What to produce –
In how many lines of the entries below does "lane" appear? Give only the number.

Supplied data –
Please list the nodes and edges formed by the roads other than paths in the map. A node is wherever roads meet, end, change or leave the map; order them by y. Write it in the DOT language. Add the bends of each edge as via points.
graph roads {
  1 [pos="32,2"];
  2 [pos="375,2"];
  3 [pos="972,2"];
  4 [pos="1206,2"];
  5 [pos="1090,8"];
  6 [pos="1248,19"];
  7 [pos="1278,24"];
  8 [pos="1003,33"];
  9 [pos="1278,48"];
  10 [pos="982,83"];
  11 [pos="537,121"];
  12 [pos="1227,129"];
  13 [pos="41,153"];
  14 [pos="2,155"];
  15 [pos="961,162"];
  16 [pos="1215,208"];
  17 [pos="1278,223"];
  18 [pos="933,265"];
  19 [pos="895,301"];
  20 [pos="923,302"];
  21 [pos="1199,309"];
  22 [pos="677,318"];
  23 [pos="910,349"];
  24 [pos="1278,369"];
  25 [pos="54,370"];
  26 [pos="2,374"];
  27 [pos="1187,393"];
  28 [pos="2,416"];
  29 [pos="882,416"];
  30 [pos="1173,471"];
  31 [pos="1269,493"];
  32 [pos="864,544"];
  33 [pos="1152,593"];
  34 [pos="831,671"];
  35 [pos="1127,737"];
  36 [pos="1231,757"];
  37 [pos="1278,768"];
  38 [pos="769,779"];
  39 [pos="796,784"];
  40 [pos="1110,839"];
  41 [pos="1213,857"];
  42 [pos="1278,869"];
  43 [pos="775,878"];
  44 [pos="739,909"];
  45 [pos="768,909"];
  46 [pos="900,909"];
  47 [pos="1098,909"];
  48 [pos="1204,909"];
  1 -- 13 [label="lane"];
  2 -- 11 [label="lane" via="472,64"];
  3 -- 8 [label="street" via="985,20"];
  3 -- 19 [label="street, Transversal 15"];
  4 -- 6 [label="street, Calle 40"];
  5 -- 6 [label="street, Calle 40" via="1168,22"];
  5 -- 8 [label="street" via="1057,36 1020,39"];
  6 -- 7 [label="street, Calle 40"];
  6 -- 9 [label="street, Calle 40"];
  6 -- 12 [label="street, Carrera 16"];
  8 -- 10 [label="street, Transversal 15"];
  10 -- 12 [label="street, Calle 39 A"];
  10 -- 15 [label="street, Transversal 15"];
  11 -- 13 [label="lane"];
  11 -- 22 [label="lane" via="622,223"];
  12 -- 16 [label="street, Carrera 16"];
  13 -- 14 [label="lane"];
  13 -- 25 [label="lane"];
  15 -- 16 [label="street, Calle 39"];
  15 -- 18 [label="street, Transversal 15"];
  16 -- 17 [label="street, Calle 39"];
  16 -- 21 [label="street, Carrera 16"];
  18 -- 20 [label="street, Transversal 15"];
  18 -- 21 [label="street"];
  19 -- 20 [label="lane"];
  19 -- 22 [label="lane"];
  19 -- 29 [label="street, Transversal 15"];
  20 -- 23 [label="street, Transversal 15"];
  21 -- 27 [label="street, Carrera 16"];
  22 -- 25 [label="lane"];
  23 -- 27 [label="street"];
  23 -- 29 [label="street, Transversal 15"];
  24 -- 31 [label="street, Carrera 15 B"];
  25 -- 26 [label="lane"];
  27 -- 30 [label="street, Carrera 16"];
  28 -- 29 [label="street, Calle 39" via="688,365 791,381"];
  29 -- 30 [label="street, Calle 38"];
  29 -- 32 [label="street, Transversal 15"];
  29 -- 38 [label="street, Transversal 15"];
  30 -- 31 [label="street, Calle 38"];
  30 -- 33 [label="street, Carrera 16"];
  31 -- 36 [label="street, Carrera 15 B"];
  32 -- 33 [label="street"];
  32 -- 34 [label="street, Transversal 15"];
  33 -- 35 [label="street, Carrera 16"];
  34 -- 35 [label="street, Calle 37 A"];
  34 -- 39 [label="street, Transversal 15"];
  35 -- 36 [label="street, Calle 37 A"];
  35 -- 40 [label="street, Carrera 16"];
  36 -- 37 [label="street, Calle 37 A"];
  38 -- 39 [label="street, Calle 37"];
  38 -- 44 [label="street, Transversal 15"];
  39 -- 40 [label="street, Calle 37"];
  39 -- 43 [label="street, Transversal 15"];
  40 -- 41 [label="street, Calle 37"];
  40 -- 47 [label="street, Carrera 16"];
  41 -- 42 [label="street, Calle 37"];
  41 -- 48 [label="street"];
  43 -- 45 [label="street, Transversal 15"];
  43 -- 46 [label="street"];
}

Your solution –
10